Ultramarine Blue: place of extraction and origin of the name
Filarete, an architectural theorist, in his Treatise of 1464 writes that “Fine blue is derived from a stone and comes from across the seas.” Marco Polo, on his journey at the end of the thirteenth century, describes one of the first and most important places for the extraction of lapis lazuli, namely the quarries of Badakhshan, present-day Afghanistan, beyond the Caspian Sea.
E quivi, inn-un’altra montagna, ove si cava l’azurro, e è ‘l migliore e ‘l più fine del mondo; e le pietre onde si fa l’azurro, è vena di terra”. Così, il pregiato pigmento blu, prende il nome proprio dal fatto di essere estratto in un luogo “oltre il mare”
There is a mountain in that region where the finest azure [lapis lazuli] in the world is found. It appears in veins like silver streaks.
Thus, the precious blue pigment takes its name from the fact that it is extracted in a place “beyond the sea.”
Lapis lazuli: from the rock to the palette
Lapis, from the Latin rock, and lazuli from the Persian blue, identifies lapis lazuli, a rock used to prepare the precious Ultramarine Blue, formed by various minerals. Pliny talked about lapis lazuli as a blue-colored stone, i.e. lazurite, sprinkled with an apparent gold dust, i.e. iron pyrite, with white spots, i.e. calcite.
We can obtain the blue pigment from the blue part, lazurite (not to be confused with azurite): it is a sodium aluminosilicate composed of aluminum, silicon and oxygen atoms. Cennino Cennini describes the difficult separation of the different components to isolate lazurite from impurities, and the preparation of Ultramarine Blue. In particular, it was necessary to mix the ground lapis lazuli with melted wax, oils and resins to obtain a paste. Later, it was wrapped in a cloth and immersed in a solution of lye, obtained from ash and boiling water. This process allowed the blue particles of lazurite to be extracted and deposited on the bottom. Cennino explains that more than one wash is required to extract the greatest quantity of blue particles: the largest ones with the richer color are obtained first.

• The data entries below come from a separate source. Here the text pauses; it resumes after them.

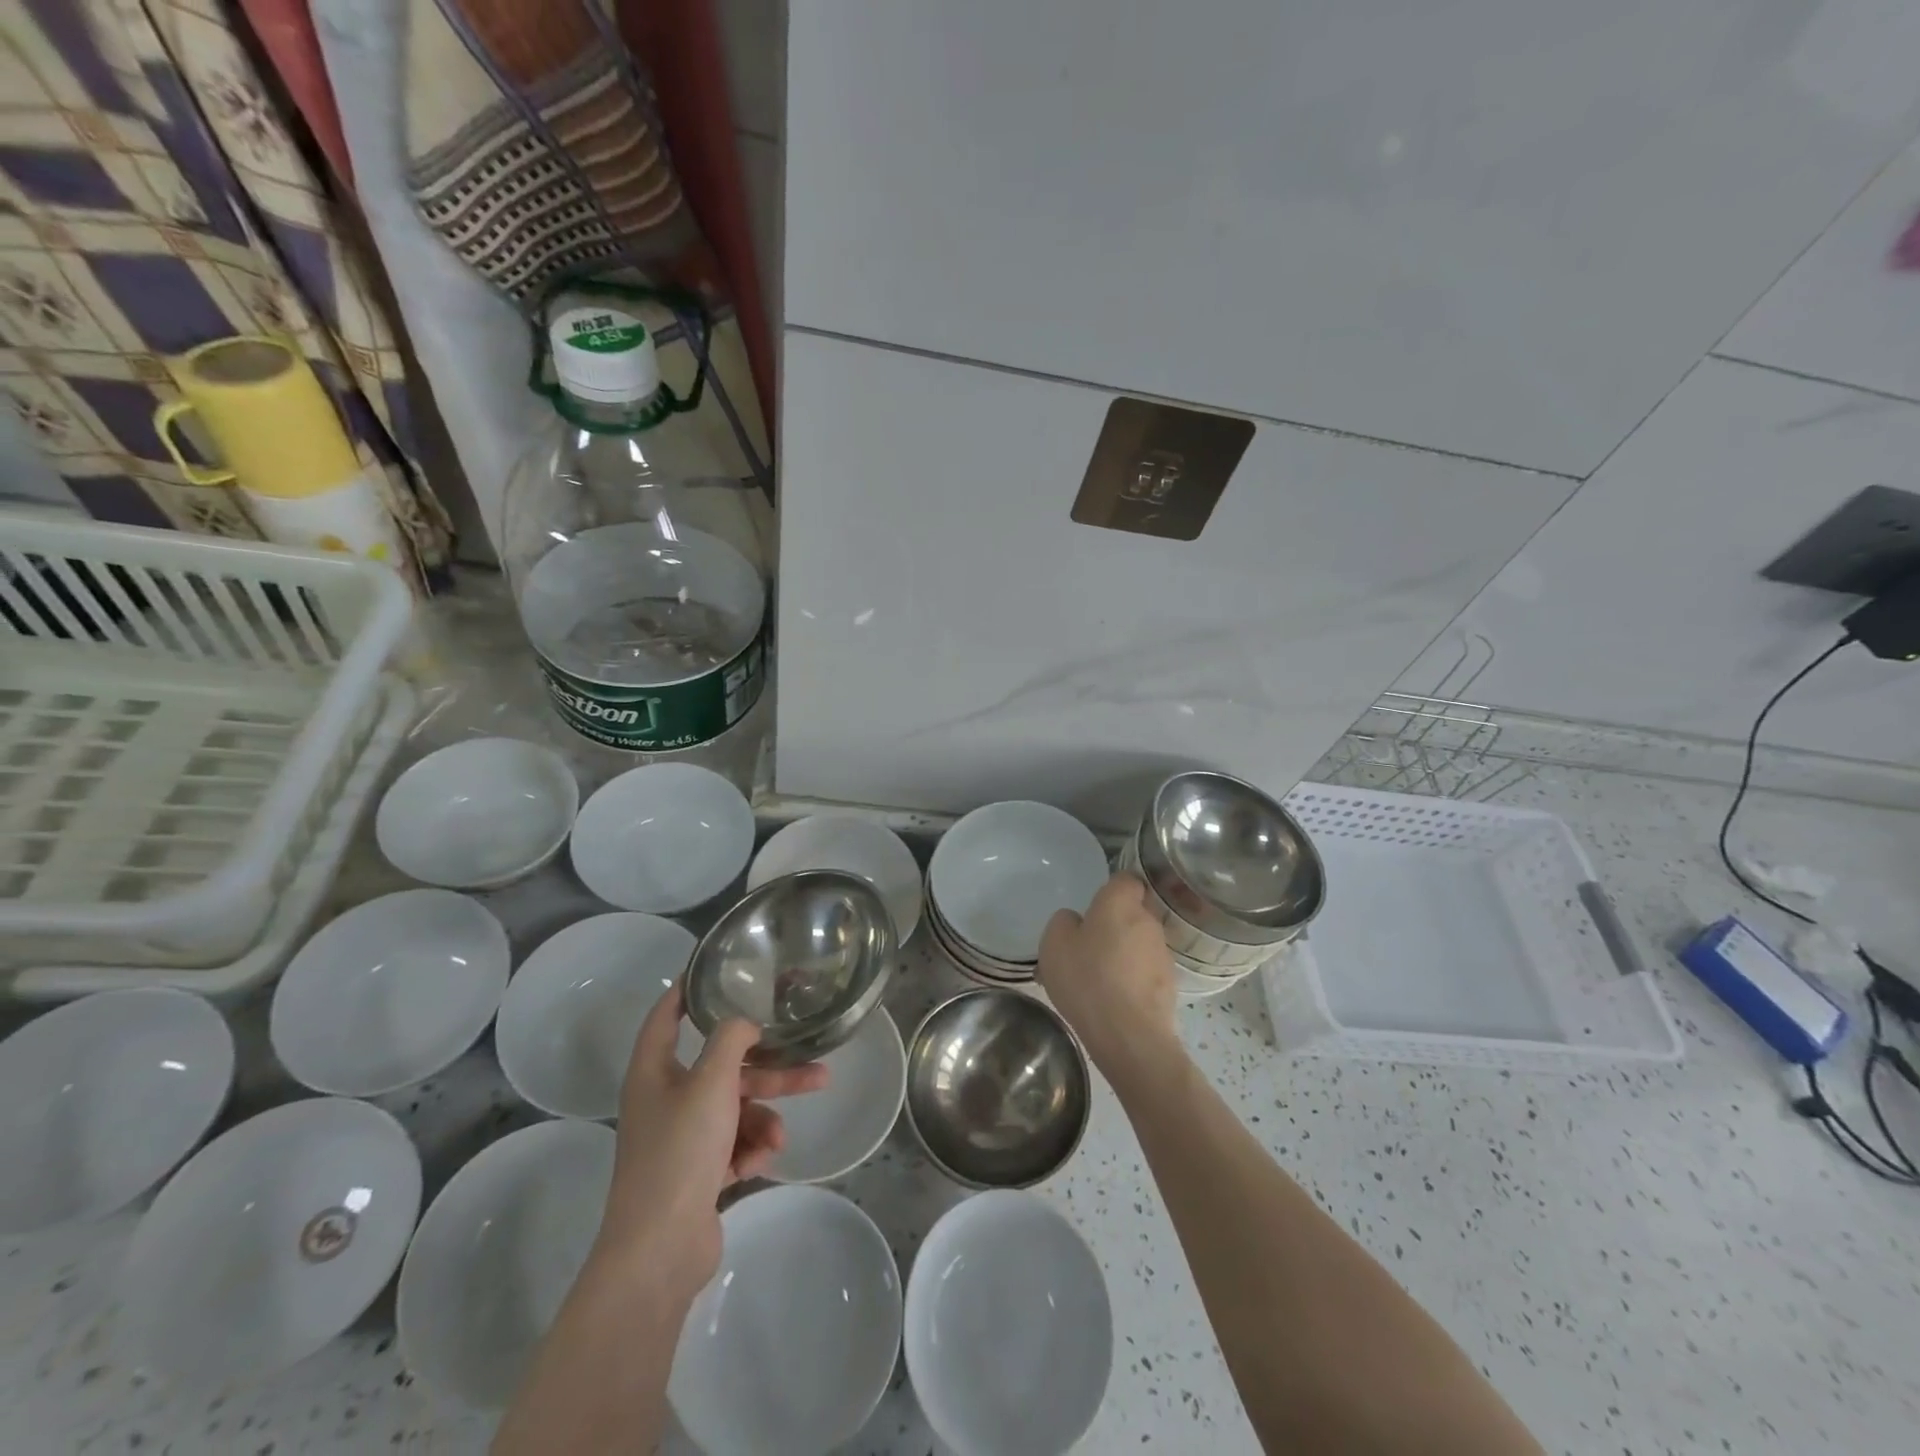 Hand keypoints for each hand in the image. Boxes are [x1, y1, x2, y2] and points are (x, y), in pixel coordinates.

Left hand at [596, 985, 827, 1294]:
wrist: (659, 1250)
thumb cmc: (680, 1150)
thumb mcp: (711, 1082)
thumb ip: (732, 1039)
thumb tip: (745, 1024)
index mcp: (654, 1072)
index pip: (665, 1016)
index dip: (686, 991)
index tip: (714, 971)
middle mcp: (664, 1100)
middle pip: (722, 1069)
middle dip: (769, 1070)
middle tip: (815, 1066)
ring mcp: (680, 1139)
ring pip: (735, 1109)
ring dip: (764, 1118)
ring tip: (781, 1137)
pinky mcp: (696, 1173)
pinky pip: (732, 1144)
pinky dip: (749, 1149)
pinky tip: (760, 1162)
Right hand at [1038, 871, 1179, 1077]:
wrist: (1129, 1034)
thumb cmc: (1087, 979)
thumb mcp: (1054, 944)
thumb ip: (1064, 922)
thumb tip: (1077, 921)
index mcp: (1120, 903)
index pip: (1125, 879)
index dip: (1111, 889)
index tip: (1094, 907)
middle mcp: (1148, 921)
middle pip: (1133, 912)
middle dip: (1115, 924)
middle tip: (1089, 946)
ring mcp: (1162, 953)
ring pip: (1139, 943)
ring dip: (1124, 953)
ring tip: (1098, 979)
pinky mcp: (1170, 983)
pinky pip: (1145, 971)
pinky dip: (1132, 979)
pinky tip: (1112, 1000) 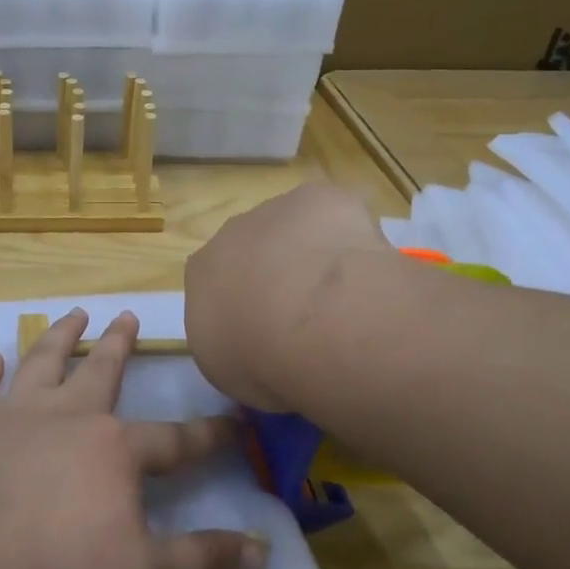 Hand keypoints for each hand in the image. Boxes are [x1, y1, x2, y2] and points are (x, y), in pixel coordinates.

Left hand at [0, 308, 267, 568]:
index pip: (174, 440)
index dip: (208, 435)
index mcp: (114, 450)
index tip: (234, 424)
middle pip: (101, 370)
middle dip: (119, 343)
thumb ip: (203, 563)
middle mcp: (68, 417)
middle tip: (128, 315)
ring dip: (60, 336)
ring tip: (74, 313)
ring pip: (42, 363)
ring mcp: (14, 418)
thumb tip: (263, 552)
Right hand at [185, 182, 389, 413]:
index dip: (244, 303)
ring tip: (345, 293)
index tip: (268, 329)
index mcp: (202, 273)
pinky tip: (367, 268)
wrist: (312, 321)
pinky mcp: (320, 198)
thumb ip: (233, 345)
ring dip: (313, 251)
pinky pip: (336, 215)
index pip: (216, 282)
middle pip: (253, 247)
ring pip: (295, 228)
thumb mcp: (229, 370)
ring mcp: (276, 209)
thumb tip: (252, 343)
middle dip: (277, 272)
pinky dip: (350, 235)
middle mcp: (230, 234)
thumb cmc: (261, 359)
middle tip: (308, 313) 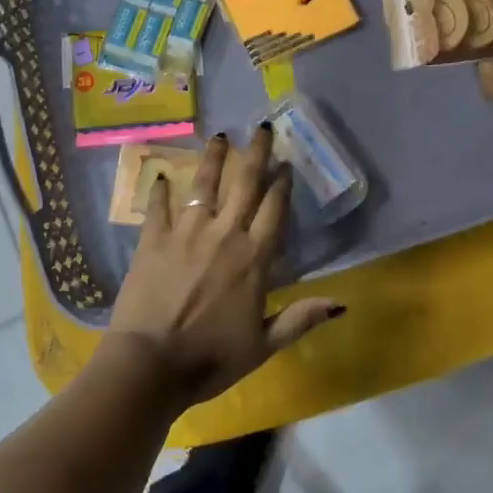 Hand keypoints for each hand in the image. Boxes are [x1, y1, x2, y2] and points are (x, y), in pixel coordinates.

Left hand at [109, 129, 342, 406]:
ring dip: (214, 158)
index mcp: (254, 258)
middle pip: (245, 184)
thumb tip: (341, 304)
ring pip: (205, 185)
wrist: (151, 364)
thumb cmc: (211, 358)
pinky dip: (161, 191)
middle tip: (262, 128)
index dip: (282, 184)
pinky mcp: (154, 239)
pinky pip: (159, 207)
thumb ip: (299, 319)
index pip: (275, 209)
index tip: (286, 163)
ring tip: (220, 136)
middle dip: (256, 154)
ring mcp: (186, 232)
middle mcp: (224, 234)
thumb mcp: (263, 345)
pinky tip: (163, 176) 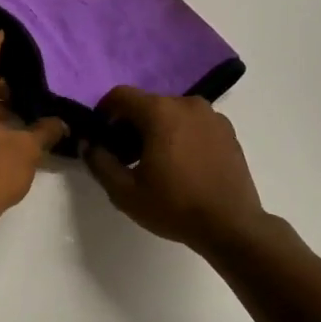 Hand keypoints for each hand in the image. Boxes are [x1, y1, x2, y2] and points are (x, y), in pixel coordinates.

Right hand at [84, 87, 268, 252]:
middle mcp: (187, 103)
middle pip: (148, 104)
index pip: (121, 95)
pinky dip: (182, 134)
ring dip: (158, 129)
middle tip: (125, 155)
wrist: (232, 225)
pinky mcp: (228, 131)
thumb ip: (99, 162)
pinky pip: (194, 123)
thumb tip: (89, 144)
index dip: (104, 112)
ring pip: (172, 113)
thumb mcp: (125, 192)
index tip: (101, 135)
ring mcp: (212, 115)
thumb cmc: (175, 206)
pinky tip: (182, 165)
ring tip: (155, 162)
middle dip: (131, 124)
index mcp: (160, 111)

Ma ttieni a mente – ammonisce Cennino – che lle prime due tratte, se ài buon lapis lazari, et di valuta questo tale azurro, di duchati otto l’oncia. Le due tratte di dietro è peggio che ciendere, sicché sia praticho nell’occhio tuo di non ghuastare li azzurri buoni per li chattivi.
Remember that the blue particles of the first two washes are the best and this blue is worth eight ducats an ounce. The next two washes are worse than ash. So be careful not to confuse the best blues with the worst.
The applications of Ultramarine Blue
Ultramarine Blue was expensive, like gold, due to its rarity and to the difficulty associated with its preparation. Like gold, most of the time it was provided by the client as an ostentatious display of their wealth. Moreover, not all painters were recognized with the artistic dignity to request and use the intense blue pigment. Ultramarine Blue was often used for the most precious elements of the work such as the mantle of the Virgin and to paint the sky. For example, we can find Ultramarine Blue in the canvas Bacchus and Ariadne by the Venetian painter Titian, made in the first half of the sixteenth century and preserved in the National Gallery of London.
Lapis lazuli reached Europe via Venice, the most important port of trade with the East. The availability of pigments in the city in the sixteenth century is reported in a National Gallery publication:
Venetian sixteenth-century painting has always been famous for its colour. Venice was in an enviable position with regard to supplies of pigments, being not only the port through which exotic materials like lapis lazuli entered Europe from the East, but also a centre of the textile and dyeing industry and famous for its lake pigments which were a byproduct of the latter. Titian, as a successful painter with wealthy clients, would have had first pick of all the materials from the point of view of both of variety and quality.
From now on, looking at the blue of the sea, our mind will travel into the past thinking about a rare, expensive and difficult to prepare pigment. Beyond the crest of the wave, we will seem to see far lands. Lands from which comes the blue rock that, from beyond the sea, seduced Europe.